■ **Problem requirements**
Match the string "Segovia" against each line below, and copy every line that matches.

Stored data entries

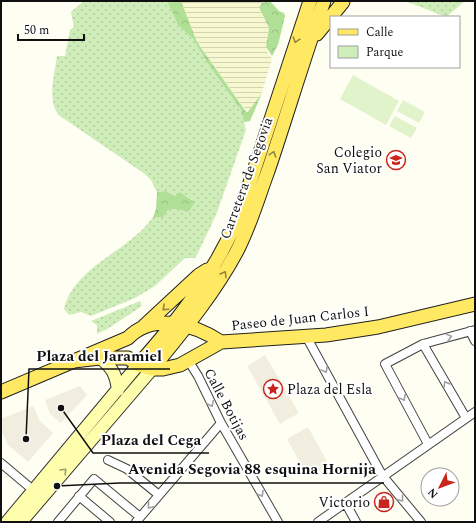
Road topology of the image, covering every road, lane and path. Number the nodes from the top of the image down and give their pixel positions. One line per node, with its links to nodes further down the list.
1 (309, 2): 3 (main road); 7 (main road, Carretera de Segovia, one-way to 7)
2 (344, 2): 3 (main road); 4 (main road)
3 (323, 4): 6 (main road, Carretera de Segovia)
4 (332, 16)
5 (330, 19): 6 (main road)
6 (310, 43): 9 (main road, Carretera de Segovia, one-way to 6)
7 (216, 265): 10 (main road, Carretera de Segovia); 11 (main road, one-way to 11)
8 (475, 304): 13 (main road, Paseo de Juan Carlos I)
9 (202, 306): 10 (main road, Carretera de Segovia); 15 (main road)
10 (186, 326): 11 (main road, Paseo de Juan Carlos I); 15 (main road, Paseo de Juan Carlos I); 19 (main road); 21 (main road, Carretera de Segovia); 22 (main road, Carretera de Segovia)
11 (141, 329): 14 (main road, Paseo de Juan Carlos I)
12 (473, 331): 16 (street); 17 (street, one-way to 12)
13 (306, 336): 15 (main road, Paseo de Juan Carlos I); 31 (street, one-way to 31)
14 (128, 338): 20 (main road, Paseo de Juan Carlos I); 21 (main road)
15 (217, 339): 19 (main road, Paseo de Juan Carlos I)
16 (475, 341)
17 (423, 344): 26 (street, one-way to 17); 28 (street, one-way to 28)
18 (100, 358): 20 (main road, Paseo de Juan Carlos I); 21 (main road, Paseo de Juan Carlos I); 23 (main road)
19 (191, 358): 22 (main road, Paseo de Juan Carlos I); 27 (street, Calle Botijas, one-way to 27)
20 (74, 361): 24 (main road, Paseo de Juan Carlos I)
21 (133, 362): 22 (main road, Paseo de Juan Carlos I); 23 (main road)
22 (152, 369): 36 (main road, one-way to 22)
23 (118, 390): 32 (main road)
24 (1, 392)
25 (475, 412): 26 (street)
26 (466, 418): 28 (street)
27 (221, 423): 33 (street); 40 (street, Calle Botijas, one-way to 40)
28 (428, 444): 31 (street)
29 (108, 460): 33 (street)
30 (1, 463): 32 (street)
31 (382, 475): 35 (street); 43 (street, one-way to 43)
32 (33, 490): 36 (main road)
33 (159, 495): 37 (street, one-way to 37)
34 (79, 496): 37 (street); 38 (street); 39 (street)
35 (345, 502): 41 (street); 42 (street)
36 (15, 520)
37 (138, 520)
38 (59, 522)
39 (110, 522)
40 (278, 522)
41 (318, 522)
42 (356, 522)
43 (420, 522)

■ **Expected answer**
1 (309, 2): 3 (main road); 7 (main road, Carretera de Segovia, one-way to 7)
3 (323, 4): 6 (main road, Carretera de Segovia)
6 (310, 43): 9 (main road, Carretera de Segovia, one-way to 6)
7 (216, 265): 10 (main road, Carretera de Segovia); 11 (main road, one-way to 11)
9 (202, 306): 10 (main road, Carretera de Segovia); 15 (main road)
10 (186, 326): 11 (main road, Paseo de Juan Carlos I); 15 (main road, Paseo de Juan Carlos I); 19 (main road); 21 (main road, Carretera de Segovia); 22 (main road, Carretera de Segovia)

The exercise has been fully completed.